Work to complete: Look through the data that follows and say how many of its lines contain "path", giving the number only.

Task inputs:
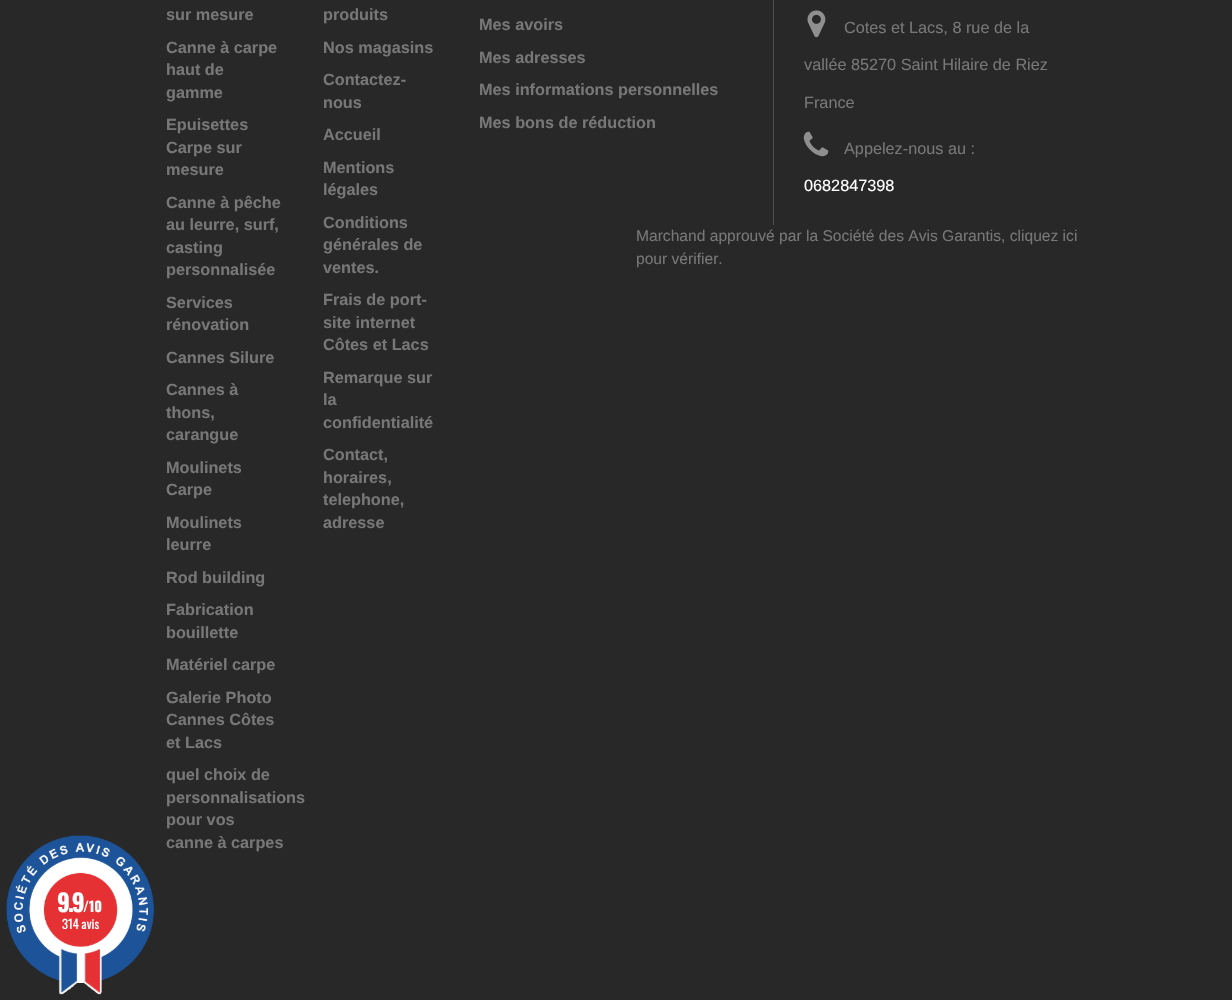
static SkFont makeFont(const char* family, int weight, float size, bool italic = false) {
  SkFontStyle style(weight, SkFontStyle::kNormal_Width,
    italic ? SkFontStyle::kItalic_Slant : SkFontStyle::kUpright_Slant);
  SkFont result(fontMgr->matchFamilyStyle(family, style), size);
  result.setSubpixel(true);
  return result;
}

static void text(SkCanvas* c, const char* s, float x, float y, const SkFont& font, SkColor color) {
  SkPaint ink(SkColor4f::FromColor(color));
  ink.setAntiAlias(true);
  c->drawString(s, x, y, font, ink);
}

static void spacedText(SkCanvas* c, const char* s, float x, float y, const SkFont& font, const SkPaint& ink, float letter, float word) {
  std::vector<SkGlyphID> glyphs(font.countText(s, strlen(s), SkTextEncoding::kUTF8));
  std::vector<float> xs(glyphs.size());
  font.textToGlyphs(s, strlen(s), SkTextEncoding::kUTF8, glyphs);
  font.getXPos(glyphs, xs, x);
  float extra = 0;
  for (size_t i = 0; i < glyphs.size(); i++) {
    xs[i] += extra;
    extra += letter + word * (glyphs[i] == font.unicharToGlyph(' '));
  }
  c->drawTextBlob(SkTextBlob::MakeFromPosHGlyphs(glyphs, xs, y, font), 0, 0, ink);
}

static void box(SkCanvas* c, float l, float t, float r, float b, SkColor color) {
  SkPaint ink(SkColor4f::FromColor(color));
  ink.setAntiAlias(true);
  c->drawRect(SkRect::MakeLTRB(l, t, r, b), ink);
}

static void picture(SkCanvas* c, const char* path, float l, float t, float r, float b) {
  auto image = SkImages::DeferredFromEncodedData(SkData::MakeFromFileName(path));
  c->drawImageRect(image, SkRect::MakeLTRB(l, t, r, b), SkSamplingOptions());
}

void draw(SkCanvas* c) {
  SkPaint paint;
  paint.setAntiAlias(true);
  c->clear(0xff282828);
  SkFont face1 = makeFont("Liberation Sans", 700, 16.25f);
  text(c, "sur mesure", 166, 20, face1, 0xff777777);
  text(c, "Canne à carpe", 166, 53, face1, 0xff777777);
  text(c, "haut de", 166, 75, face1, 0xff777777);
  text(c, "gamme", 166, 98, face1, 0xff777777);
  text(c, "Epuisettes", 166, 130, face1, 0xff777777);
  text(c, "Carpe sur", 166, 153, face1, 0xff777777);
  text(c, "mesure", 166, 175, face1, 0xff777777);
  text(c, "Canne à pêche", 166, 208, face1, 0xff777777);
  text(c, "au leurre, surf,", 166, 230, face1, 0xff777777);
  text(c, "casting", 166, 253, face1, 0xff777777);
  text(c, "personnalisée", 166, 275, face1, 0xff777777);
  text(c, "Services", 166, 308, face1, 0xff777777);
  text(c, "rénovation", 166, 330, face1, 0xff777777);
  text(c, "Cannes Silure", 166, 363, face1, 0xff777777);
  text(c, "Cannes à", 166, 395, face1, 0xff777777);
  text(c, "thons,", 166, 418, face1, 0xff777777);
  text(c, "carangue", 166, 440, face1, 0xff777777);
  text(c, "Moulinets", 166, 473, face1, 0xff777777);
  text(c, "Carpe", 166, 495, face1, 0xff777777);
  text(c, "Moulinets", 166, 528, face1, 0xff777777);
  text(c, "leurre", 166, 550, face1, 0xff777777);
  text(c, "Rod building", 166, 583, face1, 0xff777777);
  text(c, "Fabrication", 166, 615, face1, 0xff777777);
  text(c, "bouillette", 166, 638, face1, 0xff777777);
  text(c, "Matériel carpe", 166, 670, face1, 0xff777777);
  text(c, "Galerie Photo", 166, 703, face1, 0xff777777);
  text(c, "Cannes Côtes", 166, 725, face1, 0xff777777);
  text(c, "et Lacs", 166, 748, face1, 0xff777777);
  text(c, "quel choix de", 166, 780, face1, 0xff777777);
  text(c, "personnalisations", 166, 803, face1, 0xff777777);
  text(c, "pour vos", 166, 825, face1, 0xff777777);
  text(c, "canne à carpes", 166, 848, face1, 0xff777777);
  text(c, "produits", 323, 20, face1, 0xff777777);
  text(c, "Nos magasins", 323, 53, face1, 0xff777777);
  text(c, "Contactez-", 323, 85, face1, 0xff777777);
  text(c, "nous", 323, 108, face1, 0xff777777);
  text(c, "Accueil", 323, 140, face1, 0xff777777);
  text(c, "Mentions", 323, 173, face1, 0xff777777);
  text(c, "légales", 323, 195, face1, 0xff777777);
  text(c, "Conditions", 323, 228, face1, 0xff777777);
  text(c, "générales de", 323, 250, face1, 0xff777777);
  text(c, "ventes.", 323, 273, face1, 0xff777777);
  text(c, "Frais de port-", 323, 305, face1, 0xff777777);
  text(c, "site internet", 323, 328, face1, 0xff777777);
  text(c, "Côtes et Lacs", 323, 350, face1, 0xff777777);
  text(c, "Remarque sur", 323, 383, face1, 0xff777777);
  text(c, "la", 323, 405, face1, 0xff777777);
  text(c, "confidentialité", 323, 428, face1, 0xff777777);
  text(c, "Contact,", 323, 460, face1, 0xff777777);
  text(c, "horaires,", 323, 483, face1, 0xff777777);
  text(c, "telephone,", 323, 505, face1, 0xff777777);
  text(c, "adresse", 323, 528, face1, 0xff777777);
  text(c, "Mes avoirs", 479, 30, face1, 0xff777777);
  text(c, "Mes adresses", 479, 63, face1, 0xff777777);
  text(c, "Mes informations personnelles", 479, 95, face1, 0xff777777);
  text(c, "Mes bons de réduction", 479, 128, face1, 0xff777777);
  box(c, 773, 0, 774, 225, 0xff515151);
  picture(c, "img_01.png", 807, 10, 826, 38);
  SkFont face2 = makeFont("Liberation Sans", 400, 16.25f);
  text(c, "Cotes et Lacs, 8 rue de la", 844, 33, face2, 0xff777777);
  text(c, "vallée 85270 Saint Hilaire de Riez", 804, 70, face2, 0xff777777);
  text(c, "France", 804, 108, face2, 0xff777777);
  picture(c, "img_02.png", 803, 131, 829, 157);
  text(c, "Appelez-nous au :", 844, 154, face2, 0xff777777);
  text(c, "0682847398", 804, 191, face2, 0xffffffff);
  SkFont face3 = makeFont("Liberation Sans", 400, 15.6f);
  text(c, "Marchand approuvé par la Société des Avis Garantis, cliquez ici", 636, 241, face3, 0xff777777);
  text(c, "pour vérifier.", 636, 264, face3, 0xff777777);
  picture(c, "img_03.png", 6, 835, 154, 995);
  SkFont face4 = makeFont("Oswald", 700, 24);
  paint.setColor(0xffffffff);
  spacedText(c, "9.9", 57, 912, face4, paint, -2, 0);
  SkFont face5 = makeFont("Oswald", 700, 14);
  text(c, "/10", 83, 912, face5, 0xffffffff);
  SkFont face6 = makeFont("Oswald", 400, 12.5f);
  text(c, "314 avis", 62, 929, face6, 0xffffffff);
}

Answer for the task: 2